### TASK TO CARRY OUT
Which lines below contain the word "Bower"? Copy each of them.

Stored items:
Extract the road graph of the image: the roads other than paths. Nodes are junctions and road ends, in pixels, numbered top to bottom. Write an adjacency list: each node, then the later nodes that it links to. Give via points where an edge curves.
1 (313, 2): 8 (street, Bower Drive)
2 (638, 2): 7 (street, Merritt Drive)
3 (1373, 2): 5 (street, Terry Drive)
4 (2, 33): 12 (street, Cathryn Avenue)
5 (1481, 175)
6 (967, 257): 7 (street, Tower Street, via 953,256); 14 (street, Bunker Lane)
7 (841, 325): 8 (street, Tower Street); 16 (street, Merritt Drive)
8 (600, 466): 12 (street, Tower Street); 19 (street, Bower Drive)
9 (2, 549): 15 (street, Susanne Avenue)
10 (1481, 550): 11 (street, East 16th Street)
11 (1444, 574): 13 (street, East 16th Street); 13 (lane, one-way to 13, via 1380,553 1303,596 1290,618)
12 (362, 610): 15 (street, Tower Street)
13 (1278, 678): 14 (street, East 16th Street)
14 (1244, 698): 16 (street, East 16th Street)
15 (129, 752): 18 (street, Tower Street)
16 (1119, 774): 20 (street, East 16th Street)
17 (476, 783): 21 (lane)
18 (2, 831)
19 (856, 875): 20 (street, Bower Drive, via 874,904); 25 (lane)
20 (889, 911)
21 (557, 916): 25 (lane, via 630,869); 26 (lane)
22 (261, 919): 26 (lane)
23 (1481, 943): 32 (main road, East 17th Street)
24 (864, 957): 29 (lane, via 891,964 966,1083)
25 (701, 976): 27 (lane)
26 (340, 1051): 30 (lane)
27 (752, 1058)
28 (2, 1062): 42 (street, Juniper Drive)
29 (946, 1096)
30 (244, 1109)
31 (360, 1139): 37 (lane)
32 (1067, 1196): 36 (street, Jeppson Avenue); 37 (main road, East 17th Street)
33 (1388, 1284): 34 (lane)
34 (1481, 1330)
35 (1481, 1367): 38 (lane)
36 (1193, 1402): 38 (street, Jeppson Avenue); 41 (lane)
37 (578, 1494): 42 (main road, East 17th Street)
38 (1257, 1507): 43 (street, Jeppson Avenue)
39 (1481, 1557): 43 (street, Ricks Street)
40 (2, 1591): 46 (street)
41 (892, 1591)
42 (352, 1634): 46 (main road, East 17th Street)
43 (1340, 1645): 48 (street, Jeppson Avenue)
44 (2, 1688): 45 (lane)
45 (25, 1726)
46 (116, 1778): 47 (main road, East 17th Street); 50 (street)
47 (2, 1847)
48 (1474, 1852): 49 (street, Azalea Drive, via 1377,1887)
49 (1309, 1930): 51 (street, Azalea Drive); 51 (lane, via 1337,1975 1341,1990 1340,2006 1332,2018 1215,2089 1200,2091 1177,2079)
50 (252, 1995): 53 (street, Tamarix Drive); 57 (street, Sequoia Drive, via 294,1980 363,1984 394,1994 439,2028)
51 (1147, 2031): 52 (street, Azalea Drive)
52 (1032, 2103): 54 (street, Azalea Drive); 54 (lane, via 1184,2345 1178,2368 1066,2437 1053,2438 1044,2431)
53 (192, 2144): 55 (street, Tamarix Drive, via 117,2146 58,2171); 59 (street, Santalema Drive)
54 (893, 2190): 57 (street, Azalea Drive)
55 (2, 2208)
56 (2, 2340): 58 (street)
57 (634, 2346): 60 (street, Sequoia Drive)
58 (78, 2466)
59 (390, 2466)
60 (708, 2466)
---
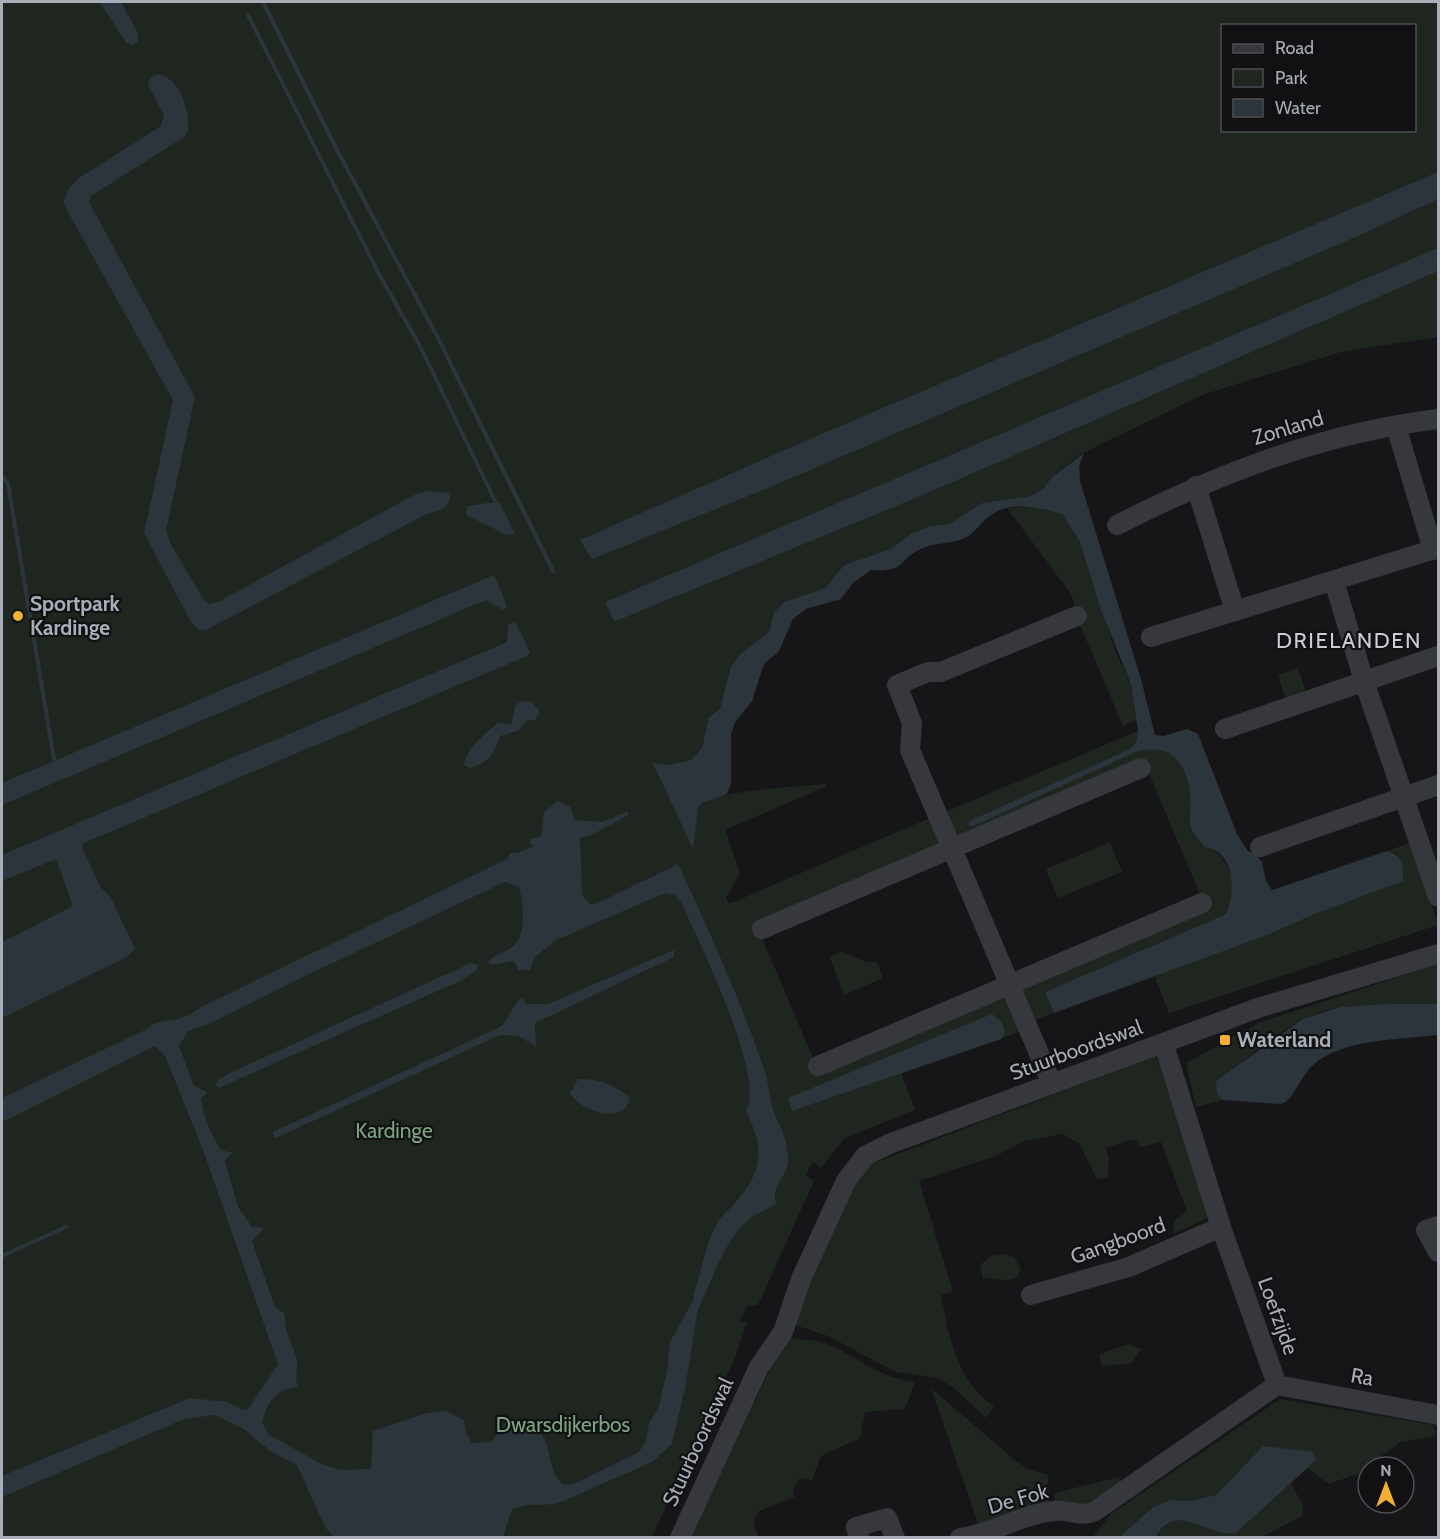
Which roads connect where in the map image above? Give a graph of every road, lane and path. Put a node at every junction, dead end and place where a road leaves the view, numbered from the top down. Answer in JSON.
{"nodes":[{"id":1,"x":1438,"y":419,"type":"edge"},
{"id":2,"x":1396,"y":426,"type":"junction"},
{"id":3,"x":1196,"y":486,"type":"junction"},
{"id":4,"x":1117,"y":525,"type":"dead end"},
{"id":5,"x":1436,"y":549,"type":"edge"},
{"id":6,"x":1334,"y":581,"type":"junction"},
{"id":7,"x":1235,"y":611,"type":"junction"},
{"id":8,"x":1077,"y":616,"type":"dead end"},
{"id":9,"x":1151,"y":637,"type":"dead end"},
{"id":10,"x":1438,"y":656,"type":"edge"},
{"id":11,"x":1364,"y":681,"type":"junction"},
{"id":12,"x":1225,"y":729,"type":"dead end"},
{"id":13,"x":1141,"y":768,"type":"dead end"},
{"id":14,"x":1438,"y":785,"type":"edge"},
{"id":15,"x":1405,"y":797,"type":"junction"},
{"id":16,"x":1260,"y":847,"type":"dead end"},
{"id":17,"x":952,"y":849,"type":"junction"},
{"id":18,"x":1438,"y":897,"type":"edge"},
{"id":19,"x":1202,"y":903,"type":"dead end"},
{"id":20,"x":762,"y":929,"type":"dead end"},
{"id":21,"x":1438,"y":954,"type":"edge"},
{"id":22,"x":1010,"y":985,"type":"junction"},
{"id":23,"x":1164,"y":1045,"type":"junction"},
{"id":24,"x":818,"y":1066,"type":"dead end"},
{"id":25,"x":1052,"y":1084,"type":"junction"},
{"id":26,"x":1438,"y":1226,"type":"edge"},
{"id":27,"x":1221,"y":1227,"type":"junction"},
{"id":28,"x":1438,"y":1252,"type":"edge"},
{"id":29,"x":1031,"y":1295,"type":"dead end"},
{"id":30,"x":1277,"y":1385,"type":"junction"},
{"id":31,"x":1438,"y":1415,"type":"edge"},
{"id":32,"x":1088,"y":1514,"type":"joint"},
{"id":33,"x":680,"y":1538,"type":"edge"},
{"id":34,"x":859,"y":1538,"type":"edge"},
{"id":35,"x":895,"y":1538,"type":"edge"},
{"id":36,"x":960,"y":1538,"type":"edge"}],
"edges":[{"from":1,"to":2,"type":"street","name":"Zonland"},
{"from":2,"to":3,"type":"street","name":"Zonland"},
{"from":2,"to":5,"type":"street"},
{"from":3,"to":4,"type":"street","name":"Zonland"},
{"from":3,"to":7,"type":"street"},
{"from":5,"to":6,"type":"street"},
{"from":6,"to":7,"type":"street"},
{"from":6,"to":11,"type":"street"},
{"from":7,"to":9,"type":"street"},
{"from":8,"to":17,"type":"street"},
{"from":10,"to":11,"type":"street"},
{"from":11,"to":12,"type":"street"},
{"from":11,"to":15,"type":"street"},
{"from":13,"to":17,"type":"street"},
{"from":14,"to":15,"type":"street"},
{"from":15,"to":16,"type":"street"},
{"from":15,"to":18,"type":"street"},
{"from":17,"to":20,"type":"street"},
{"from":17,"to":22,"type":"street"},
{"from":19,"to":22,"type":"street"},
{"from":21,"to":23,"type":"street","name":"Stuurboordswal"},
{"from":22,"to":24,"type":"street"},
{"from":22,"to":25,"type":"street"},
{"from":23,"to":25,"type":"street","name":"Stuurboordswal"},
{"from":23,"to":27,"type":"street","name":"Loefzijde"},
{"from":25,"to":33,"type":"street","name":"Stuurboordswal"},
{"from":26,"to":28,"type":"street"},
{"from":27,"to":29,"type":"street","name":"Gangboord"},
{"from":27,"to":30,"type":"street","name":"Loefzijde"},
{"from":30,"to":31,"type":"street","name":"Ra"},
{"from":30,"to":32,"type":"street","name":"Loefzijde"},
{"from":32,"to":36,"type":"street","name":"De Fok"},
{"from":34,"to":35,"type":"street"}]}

### TASK RESULT
1 (313, 2): 8 (street, Bower Drive)
8 (600, 466): 12 (street, Tower Street); 19 (street, Bower Drive)
19 (856, 875): 20 (street, Bower Drive, via 874,904); 25 (lane)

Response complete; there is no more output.